The premise is intriguing. At the dawn of the 20th century a faceless menace, known only as the Fantom and his minions have created several international incidents that have tipped the world toward war. To combat this evil, the British government recruits several anti-heroes: adventurer Alan Quartermain (Sean Connery), pirate Captain Nemo (Naseeruddin Shah), vampire Mina Harker (Peta Wilson), Dr. Jekyll (Jason Flemyng) and his alter-ego Mr. Hyde, the immortal Dorian Gray (Stuart Townsend) and an invisible man (Tony Curran), but not the one from H.G. Wells' novel it's explained in passing. Joining this band is a grown up Tom Sawyer (horribly miscast Shane West), now an agent of the U.S. government. Their mission is simple, stop Fantom and keep the world from sliding into war. On paper, it's a great concept. In execution, it's far from it.

Granted this is an adventure picture, but there is nary any character development and the back stories are murky at best (unless one has a good liberal arts education, several turn of events will be completely unfathomable, particularly when the real identity of Fantom is revealed). For instance, throughout it is indicated that Harker and Gray had a relationship, but no details are given. Nor is it fully explained why Harker can be exposed to sunlight (in Dracula, the count could go out in sunlight, but he did not have his vampire powers).

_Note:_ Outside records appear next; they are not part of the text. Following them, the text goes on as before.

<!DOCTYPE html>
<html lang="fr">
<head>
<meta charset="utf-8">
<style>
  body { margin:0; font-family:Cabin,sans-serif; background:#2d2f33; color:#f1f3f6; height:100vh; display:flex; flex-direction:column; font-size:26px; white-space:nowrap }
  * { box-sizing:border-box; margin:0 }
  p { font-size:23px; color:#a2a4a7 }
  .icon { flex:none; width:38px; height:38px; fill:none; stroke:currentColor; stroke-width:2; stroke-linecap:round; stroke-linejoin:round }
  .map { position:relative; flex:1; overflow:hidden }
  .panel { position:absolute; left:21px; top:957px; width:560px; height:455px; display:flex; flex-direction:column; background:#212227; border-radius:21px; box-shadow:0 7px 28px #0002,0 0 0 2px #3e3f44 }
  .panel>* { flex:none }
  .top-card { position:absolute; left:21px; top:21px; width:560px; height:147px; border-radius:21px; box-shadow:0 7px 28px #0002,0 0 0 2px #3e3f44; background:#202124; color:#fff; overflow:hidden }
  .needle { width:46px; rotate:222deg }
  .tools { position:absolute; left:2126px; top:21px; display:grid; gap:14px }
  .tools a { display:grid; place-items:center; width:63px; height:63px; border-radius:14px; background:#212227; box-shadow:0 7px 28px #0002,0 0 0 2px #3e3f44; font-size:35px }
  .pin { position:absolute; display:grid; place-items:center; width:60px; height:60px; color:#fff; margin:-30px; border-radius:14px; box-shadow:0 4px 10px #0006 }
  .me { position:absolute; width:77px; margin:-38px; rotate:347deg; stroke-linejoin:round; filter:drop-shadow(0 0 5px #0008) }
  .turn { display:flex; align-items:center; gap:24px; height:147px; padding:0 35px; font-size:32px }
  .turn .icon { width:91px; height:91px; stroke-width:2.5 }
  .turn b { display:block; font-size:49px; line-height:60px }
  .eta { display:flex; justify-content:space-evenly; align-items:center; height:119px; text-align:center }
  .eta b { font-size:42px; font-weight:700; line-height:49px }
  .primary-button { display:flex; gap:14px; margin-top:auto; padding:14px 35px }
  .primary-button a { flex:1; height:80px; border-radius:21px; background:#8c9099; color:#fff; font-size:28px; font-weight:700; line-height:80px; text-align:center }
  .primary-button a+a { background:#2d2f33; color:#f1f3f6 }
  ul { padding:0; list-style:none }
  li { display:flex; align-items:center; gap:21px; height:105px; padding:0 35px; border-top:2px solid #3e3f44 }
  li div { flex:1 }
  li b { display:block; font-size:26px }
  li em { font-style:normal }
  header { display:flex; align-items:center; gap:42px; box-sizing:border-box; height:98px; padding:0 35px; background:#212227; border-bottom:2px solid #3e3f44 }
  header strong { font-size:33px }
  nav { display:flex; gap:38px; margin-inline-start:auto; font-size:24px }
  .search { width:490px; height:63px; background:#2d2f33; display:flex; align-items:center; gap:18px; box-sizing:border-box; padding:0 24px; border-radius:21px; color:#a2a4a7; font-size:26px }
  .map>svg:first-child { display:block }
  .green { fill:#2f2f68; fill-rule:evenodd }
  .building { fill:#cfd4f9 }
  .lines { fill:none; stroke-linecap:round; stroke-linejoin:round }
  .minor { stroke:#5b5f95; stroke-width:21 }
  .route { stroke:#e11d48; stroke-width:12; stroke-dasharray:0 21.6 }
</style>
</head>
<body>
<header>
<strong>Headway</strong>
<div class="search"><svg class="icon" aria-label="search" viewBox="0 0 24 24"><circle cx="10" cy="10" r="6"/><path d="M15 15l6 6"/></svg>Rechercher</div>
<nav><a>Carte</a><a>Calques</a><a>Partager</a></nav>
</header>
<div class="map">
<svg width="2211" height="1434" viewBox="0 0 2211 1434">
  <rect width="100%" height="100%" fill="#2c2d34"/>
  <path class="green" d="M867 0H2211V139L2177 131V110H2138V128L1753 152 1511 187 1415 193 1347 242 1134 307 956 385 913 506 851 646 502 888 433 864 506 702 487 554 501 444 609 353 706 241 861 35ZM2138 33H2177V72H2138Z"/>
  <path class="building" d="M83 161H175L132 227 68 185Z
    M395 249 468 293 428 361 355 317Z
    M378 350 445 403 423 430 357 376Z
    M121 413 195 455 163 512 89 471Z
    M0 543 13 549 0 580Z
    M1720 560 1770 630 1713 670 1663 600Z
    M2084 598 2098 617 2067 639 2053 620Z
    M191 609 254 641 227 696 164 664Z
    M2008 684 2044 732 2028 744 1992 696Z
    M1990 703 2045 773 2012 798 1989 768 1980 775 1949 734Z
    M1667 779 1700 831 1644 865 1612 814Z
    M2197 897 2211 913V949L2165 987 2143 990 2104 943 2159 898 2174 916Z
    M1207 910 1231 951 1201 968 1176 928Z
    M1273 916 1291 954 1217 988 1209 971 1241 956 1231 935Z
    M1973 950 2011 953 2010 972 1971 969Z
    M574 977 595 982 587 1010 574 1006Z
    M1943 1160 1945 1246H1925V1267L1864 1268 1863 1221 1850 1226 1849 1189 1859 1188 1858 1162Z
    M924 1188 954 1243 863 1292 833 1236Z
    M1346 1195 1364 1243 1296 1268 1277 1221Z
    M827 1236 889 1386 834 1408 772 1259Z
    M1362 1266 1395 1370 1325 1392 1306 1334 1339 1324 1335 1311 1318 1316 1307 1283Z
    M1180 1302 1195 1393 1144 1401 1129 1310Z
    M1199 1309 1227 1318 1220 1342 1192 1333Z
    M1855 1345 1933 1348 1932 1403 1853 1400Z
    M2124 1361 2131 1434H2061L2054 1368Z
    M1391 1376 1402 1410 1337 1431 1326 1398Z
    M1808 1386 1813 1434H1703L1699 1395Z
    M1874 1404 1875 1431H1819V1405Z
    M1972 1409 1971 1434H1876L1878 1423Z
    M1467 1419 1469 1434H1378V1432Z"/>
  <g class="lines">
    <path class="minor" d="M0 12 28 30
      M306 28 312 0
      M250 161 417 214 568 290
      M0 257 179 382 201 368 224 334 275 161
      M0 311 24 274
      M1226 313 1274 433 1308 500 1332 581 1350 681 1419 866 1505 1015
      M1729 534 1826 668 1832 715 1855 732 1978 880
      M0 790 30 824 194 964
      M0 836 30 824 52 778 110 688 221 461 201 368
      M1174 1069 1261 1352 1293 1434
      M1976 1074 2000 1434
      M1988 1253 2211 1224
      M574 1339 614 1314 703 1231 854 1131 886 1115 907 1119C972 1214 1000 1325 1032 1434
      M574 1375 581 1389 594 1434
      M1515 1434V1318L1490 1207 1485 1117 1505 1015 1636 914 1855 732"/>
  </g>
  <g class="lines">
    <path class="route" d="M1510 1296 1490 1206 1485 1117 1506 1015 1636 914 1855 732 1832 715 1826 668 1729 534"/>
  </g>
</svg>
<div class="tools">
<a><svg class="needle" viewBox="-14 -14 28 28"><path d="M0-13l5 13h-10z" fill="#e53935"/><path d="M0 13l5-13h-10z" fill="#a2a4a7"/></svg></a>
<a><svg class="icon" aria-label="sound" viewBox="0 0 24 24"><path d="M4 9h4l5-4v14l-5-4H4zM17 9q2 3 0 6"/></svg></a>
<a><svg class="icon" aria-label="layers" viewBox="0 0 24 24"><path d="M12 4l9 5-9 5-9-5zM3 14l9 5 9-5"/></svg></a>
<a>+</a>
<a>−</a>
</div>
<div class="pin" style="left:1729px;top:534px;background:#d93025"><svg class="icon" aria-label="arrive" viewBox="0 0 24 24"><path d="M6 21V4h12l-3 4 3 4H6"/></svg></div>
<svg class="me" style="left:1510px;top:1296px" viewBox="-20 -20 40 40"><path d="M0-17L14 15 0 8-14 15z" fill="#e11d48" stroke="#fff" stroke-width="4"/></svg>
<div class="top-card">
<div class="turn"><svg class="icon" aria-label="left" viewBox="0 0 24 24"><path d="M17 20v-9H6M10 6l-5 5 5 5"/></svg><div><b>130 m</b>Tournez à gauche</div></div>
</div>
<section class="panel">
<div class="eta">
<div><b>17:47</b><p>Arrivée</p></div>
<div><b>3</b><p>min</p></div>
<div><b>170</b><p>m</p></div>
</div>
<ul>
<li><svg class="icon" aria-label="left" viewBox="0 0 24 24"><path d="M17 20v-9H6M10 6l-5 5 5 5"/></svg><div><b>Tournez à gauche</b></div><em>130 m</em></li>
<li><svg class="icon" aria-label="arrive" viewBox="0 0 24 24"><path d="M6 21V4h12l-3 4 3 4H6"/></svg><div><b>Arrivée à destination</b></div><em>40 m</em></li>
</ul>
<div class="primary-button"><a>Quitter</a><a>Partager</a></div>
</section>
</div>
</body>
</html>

League does have some nice touches. The Jekyll/Hyde duality is nicely portrayed, and Nemo is a strong character, albeit the choice to make him Turkish is rather odd given that Jules Verne, a supporter of the Polish nationalist cause, originally wrote him as a Polish aristocrat.

But, fundamentally, audiences don't go to an action picture to revel in their knowledge of the classics or quibble about interpretations (that's the critic's job), they want to be entertained and astounded. League's major set pieces, an attack on Venice that seems to be largely successful, including the sinking of St. Mark's, and the attack on the evil Fantom's lair are both rendered in slapdash video game fashion. The final sequence is such a mess, it's doubtful any audience member could follow what's happening—or really care.

And that's League's fundamental problem. In the end, there is nothing and no one to care about. Since almost all of the main characters are immortal, they can't get hurt or die. Since they have no mortal values except the vague "keep the world safe" trope, there's no stake in them. Basically, the movie can be boiled down to this: characters get together, dodge bullets, kill a bunch of faceless bad guys and save the world. There is no doubt, no question that the heroes will win, even when they have a few setbacks here and there.

The production design has a cool retro-science fiction feel to it, though the anachronistic nature of Nemo's Nautilus with its sonar, solar panels, and wireless telegraphy gets to be a bit much. Dorian Gray's lair and the bad guy's hide out are also rendered nicely.

The acting is much less well rendered. Sean Connery's Quartermain is rather muted. However, even sleep walking through a role, he's better than most up and comers half his age. The rest of the cast isn't given much to do other than play their parts as types, so they come off as cardboard cartoons. The only real standout is Peta Wilson (TV's La Femme Nikita). She actually brings some depth and life to her lifeless role. Hopefully this will get her noticed by the powers that be, and she's cast in her own action flick. She's eminently watchable and has an intelligence that the typical eye-candy action heroine doesn't always display.

In the end, The League of Extraordinary Gentlemen is just a ho-hum kiddie ride pretending to be something more.